Tim4‐Functionalized HBEV‐Chip by Isolating Plasma‐Derived Phosphatidylserine‐Positive Small Extracellular Vesicles for Pan‐Cancer Screening

Thanks to containing tumor-related molecules, small extracellular vesicles (sEVs) are emerging as biomarkers in tumor liquid biopsy and commonly employed to diagnose a specific cancer. However, a pan-cancer screening method for pre-symptomatic patients is crucial to achieving the early cancer detection. Herein, a lipid-protein capture system on herringbone (HB) microfluidic chip ((EV)-E-HB-Chips) to isolate multiple tumor-derived sEVs is constructed. Phosphatidylserine (PS) is abnormally surface-supposed on tumor-derived sEVs and binds T-cell immunoglobulin domain and mucin domain-containing protein 4 (Tim4) in calcium-dependent manner. PS+ sEVs isolated by the (EV)-E-HB-Chips is perform on liquid chromatography electrospray ionization tandem mass spectrometry and it is found that PS+ sEVs are highly correlated with tumor-related pathway (P < 0.05), such as Cdc42 protein signal transduction, neuropilin signaling pathway, and Wnt signaling pathway.
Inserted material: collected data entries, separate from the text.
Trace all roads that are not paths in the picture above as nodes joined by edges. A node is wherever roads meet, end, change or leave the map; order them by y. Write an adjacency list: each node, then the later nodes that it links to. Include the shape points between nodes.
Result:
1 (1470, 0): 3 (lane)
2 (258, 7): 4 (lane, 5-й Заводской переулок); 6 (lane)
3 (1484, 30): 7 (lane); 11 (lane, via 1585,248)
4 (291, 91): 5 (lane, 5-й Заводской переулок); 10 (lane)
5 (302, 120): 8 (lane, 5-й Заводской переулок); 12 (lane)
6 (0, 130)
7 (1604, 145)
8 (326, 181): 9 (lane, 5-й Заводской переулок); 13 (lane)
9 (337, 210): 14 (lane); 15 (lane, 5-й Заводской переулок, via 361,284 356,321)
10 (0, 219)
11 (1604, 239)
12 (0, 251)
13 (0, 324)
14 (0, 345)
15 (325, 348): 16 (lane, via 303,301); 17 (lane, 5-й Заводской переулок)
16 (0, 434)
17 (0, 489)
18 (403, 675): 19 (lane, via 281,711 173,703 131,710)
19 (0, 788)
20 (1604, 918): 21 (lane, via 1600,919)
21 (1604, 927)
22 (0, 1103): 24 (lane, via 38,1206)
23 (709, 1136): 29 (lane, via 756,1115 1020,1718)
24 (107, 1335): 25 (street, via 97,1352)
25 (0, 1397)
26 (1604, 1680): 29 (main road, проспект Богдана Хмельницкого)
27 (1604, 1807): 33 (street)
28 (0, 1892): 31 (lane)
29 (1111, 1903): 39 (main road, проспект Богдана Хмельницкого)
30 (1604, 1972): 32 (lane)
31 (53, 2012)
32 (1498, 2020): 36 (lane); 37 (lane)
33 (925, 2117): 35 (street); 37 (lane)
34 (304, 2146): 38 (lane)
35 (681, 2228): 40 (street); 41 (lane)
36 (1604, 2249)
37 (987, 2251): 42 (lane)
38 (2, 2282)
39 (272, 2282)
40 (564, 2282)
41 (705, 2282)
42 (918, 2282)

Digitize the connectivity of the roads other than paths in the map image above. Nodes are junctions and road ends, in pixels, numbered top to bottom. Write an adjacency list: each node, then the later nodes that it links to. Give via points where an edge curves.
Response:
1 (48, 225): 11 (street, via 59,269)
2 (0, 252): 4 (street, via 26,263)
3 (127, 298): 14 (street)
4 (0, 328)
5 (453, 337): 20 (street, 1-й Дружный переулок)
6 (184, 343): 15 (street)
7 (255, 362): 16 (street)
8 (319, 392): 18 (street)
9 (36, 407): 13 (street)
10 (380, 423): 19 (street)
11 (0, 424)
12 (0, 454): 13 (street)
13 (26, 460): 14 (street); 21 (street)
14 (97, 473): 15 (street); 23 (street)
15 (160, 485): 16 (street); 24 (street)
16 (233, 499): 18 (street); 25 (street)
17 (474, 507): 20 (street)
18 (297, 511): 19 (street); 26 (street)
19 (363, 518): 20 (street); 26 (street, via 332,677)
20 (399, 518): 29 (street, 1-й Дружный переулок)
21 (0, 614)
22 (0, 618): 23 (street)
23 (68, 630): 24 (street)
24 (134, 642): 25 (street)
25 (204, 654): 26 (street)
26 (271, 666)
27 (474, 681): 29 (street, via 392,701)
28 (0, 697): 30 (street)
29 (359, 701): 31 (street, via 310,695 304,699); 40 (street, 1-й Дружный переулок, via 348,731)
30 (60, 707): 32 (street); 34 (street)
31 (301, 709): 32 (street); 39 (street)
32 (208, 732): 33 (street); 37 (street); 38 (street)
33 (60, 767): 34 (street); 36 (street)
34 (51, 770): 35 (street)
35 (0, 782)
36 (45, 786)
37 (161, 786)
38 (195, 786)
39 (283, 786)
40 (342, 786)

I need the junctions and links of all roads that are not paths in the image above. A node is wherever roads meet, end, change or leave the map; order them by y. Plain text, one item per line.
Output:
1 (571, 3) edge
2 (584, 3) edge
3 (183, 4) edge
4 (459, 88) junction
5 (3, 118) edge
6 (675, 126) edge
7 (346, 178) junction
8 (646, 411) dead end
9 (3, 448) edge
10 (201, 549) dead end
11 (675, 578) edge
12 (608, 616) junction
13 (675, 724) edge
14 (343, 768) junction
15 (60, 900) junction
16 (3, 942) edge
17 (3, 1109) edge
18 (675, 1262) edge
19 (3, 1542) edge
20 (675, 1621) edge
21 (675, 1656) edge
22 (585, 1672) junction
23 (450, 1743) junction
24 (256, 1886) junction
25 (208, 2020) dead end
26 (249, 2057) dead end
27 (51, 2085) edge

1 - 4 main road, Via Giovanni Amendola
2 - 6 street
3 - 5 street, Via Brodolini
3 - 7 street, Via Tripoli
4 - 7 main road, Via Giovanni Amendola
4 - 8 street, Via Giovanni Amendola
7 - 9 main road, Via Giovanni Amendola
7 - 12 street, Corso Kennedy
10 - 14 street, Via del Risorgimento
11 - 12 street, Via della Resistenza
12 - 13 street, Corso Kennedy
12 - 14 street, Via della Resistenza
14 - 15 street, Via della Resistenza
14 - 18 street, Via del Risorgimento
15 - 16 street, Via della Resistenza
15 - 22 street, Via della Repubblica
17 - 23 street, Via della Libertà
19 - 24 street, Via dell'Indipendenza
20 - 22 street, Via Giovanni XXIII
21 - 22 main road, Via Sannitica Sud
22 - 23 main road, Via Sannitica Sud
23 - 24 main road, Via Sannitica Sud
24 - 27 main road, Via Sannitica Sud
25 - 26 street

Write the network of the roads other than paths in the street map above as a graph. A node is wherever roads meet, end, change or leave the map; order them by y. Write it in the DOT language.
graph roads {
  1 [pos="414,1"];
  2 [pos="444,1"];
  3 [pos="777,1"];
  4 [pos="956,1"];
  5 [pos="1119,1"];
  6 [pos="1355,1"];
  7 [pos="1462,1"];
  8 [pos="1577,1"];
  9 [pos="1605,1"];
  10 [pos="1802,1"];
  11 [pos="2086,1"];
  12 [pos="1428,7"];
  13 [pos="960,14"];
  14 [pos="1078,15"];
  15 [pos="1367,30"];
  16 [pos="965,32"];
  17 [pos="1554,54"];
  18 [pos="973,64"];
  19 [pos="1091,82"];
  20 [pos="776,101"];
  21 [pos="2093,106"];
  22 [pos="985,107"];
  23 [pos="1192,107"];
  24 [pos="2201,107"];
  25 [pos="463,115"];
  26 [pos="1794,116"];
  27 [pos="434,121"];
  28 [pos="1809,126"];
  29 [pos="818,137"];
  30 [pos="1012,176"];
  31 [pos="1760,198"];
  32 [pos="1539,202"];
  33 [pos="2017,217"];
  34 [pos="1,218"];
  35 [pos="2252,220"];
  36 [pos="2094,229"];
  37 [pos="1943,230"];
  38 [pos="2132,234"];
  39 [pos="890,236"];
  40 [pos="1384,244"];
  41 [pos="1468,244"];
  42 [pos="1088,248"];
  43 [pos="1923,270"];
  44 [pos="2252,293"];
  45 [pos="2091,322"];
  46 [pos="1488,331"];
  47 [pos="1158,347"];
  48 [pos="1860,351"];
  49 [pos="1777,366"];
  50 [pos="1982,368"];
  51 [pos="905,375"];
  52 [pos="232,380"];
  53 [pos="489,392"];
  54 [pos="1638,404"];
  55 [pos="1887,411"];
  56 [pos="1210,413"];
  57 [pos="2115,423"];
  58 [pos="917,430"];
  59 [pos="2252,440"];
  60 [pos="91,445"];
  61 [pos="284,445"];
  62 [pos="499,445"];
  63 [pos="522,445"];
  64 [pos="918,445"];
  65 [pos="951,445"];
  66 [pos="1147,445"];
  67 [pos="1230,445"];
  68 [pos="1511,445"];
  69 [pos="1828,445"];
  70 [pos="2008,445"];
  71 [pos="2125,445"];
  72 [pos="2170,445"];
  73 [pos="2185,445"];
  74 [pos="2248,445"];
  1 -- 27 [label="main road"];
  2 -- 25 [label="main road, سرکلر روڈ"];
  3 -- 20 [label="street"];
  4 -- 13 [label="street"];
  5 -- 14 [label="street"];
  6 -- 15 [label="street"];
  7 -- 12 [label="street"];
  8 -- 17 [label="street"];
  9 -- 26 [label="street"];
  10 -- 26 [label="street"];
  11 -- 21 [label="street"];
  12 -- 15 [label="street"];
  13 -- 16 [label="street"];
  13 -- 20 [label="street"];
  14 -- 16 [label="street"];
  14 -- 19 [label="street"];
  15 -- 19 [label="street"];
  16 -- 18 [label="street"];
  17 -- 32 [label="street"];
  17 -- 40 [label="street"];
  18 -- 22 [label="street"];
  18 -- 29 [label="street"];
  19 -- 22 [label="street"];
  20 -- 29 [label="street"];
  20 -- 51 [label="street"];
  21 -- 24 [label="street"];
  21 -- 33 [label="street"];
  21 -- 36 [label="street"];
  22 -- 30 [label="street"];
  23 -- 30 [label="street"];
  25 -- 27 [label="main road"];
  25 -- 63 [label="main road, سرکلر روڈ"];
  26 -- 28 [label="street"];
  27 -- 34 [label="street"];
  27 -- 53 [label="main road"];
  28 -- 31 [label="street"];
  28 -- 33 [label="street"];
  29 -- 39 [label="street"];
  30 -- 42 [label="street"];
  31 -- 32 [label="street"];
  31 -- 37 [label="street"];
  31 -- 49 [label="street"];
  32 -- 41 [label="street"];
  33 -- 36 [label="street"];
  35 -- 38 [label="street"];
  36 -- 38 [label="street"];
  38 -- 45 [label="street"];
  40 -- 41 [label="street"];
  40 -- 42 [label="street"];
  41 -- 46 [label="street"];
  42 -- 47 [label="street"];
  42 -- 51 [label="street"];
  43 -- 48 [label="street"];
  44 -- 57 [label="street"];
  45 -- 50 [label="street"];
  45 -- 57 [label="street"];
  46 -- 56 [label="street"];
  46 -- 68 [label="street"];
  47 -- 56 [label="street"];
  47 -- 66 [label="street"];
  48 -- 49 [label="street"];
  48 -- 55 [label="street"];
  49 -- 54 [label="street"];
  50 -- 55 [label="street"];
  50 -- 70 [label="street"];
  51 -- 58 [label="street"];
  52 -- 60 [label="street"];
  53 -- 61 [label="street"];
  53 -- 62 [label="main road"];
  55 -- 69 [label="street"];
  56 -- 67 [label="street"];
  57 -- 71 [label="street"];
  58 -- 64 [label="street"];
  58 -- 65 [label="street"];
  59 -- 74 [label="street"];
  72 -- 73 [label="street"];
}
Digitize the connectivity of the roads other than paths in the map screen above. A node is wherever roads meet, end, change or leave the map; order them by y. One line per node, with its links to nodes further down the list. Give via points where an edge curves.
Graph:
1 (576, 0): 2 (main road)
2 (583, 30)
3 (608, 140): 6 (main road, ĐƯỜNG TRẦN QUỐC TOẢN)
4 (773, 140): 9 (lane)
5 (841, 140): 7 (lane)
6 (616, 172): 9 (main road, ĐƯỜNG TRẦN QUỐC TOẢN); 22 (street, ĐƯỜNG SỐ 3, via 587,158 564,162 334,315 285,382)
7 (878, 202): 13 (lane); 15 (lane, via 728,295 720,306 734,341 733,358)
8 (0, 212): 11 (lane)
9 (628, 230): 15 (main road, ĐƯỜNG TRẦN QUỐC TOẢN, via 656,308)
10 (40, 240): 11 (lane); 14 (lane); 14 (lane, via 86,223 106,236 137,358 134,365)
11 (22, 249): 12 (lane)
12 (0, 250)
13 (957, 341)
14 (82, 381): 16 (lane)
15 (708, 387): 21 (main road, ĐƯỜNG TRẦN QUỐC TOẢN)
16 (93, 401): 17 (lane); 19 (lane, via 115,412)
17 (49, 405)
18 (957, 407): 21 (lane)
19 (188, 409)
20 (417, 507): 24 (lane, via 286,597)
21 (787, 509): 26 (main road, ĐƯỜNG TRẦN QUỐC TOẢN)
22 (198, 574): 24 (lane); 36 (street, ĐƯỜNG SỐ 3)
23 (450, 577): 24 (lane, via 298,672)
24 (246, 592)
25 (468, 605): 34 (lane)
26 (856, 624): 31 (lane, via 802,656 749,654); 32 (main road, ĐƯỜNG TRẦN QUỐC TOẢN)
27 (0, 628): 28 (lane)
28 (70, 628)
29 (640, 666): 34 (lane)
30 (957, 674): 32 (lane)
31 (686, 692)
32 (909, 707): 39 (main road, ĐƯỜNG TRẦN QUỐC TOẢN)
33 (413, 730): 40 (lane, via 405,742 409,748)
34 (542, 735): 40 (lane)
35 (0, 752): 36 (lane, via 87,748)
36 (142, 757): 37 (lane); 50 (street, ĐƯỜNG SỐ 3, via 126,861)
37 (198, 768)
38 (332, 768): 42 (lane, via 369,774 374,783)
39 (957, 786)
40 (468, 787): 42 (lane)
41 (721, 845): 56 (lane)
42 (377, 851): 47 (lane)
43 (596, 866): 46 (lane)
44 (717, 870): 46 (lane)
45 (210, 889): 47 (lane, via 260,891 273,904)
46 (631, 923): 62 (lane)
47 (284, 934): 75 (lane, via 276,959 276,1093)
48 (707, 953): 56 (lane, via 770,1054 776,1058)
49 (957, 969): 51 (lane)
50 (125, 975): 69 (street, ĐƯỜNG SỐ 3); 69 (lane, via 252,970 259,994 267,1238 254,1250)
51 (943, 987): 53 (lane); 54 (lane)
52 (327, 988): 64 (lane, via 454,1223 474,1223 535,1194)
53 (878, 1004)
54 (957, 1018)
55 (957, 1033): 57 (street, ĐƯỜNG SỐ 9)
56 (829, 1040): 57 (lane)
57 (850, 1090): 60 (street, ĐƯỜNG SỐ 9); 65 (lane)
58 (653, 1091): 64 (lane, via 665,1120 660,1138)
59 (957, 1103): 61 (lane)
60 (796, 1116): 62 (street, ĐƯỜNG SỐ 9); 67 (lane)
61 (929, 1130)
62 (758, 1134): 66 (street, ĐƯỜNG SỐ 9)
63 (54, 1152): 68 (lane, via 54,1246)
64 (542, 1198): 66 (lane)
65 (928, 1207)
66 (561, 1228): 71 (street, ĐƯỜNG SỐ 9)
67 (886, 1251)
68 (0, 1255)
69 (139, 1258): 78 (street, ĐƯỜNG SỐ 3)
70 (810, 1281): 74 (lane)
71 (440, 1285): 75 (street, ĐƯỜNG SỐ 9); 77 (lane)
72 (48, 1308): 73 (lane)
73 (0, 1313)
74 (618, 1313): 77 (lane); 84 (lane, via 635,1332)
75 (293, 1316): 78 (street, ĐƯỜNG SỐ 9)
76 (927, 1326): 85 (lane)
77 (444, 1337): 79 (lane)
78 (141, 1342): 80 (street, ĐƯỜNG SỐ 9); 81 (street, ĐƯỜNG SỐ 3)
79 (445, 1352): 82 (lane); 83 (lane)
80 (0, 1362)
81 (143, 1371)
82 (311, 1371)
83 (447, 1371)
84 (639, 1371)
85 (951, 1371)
And it is further validated in clinical sample and found that PS(+)sEV number shows statistical difference between cancer patients and healthy donors in plasma (P < 0.01) and has efficient diagnostic power (area under curve = 0.86), suggesting PS(+)sEV as potential biomarker for pan-cancer screening. The Tim-4 functionalized device facilitates the early multiple cancer detection, providing the potential to be used as a rapid-screening tool in clinical setting.